If businesses had their way, many would probably already be denying access to service dogs. Incidents that happen across the country with untrained dogs make it dangerous for businesses to allow access. You may still be protected by the terms of the law for now, allowing you to declare your own service dog and make your own identification, but that’s not going to last. All it takes is enough people to be upset about this to change the law. What will happen then is the question. Will the law be changed to simply require us to provide proof of disability, certification of our dogs with numbers a business can call to verify training? Or will dogs and other service animals be suddenly outlawed, all access protections taken away, leaving those of us who need these animals to go out into the world at the mercy of businesses jaded by their experience with fake service dogs? As it is, children who deal with the government school systems do not have the protections you would think, and I have yet to hear of a school that did not put up some kind of resistance to having a service dog come to school with their child.

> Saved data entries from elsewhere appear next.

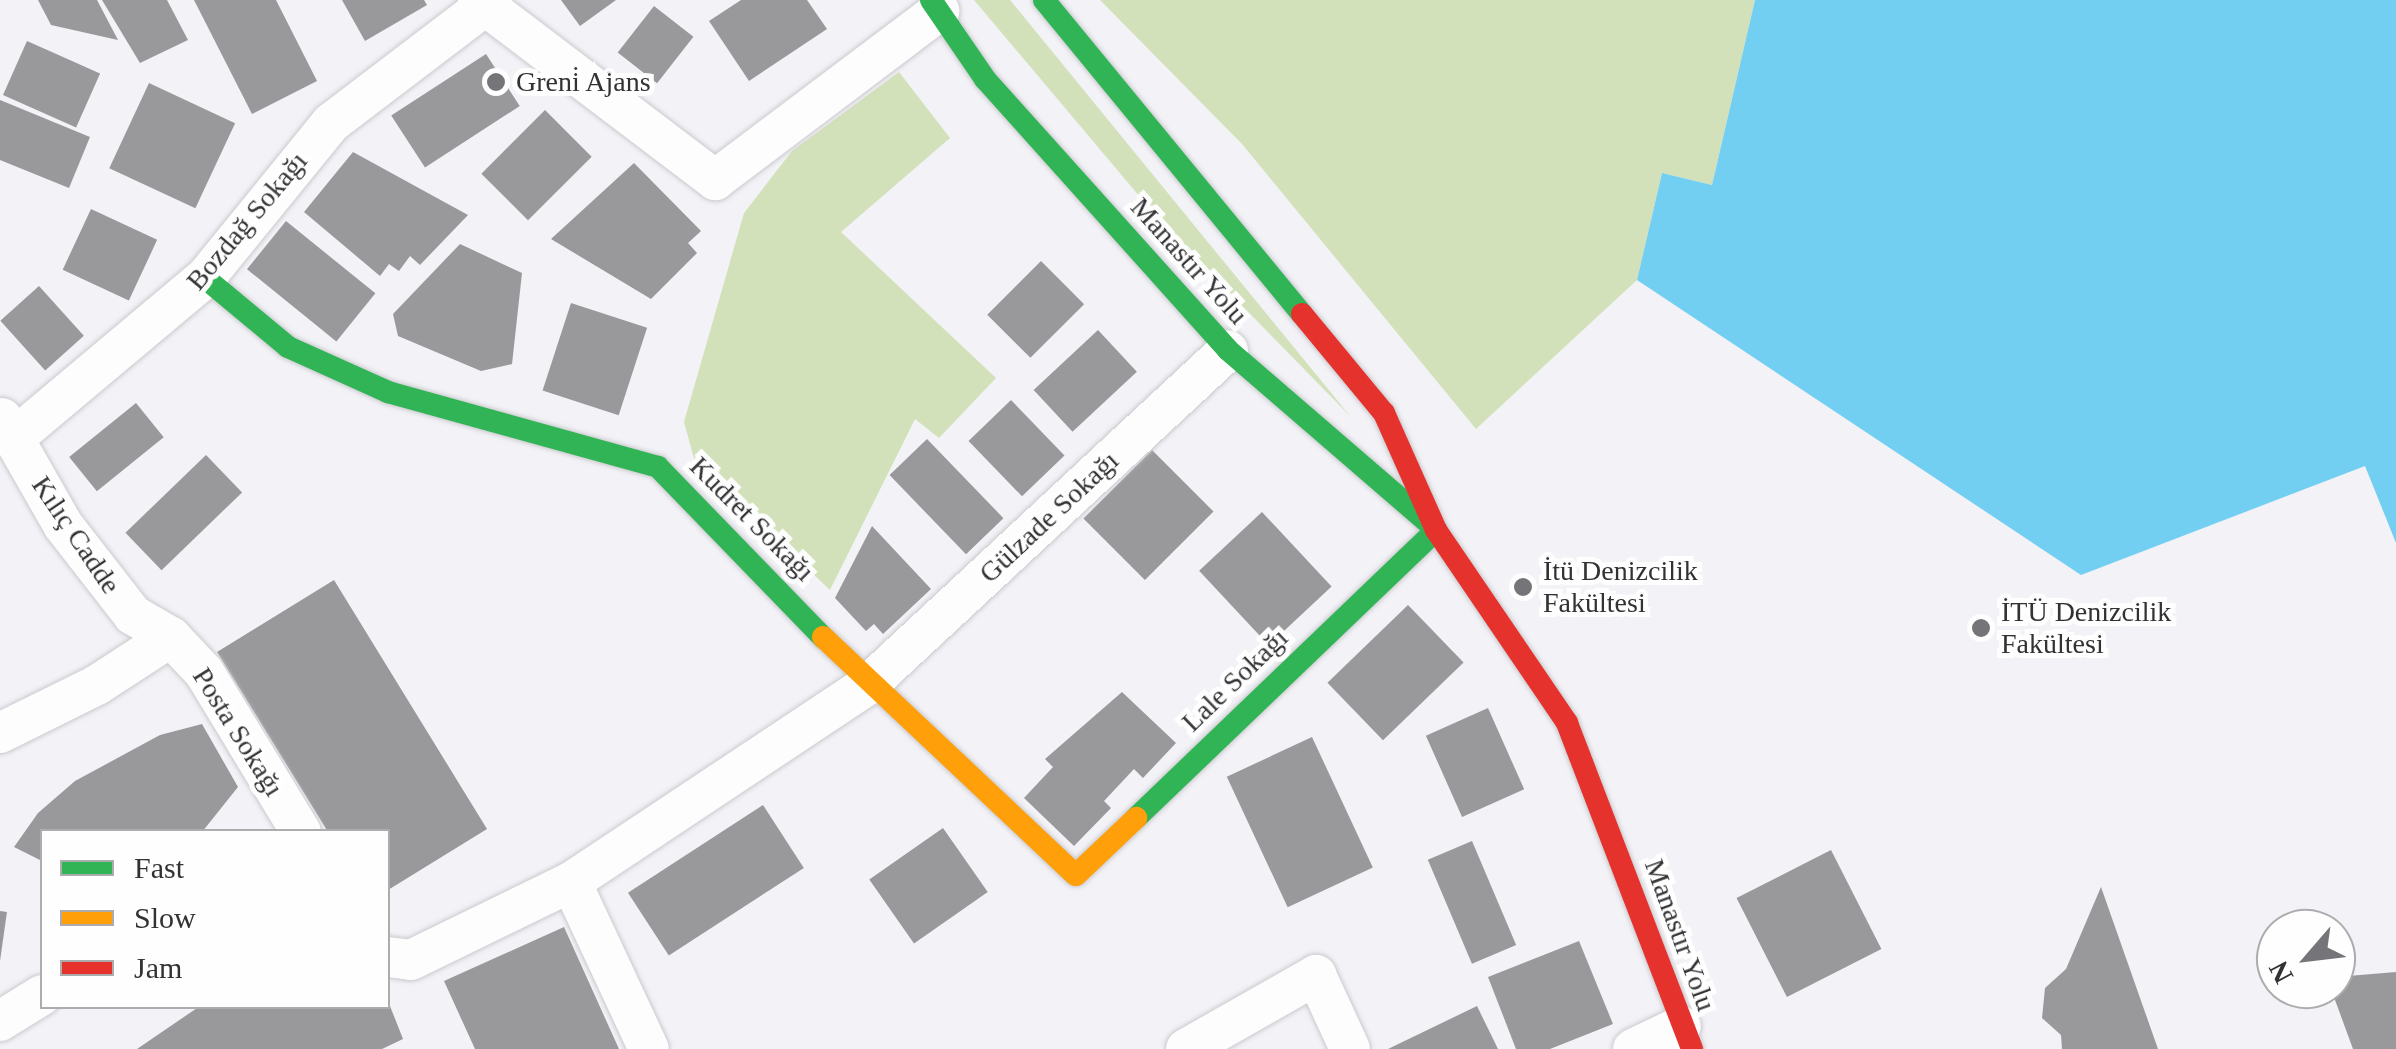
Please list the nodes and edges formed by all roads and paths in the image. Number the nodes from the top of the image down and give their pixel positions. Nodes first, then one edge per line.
1 (1044, 0) edge
2 (480, 4) edge
3 (935, 6) edge
4 (205, 278) junction
5 (1228, 350) junction
6 (7, 426) edge
7 (1436, 530) junction
8 (171, 637) junction
9 (869, 684) junction
10 (0, 733) edge
11 (299, 829) edge
12 (1076, 874) joint
13 (571, 882) junction
14 (390, 957) edge
15 (40, 996) edge
16 (0, 1021) edge
17 (1686, 1038) edge
18 (649, 1049) edge
19 (1186, 1049) edge
20 (1350, 1049) edge
21 (1634, 1049) edge

1 - 7 main road, Manastır Yolu
2 - 3 street
2 - 4 street, Bozdağ Sokağı
3 - 5 main road, Manastır Yolu
4 - 6 street, Bozdağ Sokağı
4 - 9 main road, Kudret Sokağı
5 - 7 main road, Manastır Yolu
5 - 9 street, Gülzade Sokağı
6 - 8 street, Kılıç Cadde
7 - 12 main road, Lale Sokağı
7 - 17 main road, Manastır Yolu
8 - 10 street
8 - 11 street, Posta Sokağı
9 - 12 main road, Kudret Sokağı
9 - 13 street, Gülzade Sokağı
13 - 14 street, Gülzade Sokağı
13 - 18 street
15 - 16 street
17 - 21 street
19 - 20 street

“But you’re a libertarian! What would you do without any government protection?”
I’ve never had a problem explaining myself to people with questions. Want to know exactly what Kender’s service dog does for him and why he’s with us? Ask away! Better yet, just watch. Every minute they are walking together, you can see how A’Kos keeps Kender going. You can watch them curl up on the floor instead of Kender having a meltdown. You can watch A’Kos make Kender smile. I’d rather it didn’t happen, but you might even see Kender get away from me and A’Kos track him down. A’Kos is working whenever we are away from home.
Other service dogs’ skills may not be as patently visible. In a free and voluntary system, we would still have our dog from 4 Paws for Ability with our certification and identification cards, as we do now. We would still provide phone numbers for businesses to contact 4 Paws for Ability if they had questions. Many libertarians foresee the kinds of ratings systems used on Amazon and eBay expanding to cover more and more kinds of businesses and services, so that you could hop online and see what kind of ratings 4 Paws has, whether they are legitimate or have been labeled as an ID factory. You could train your own dog, certainly, but your self-issued certification would need to have some backing by a third-party with a reputation for valid certifications in order for anybody to truly respect it.
And I think I would be more okay with that system than the one currently in place.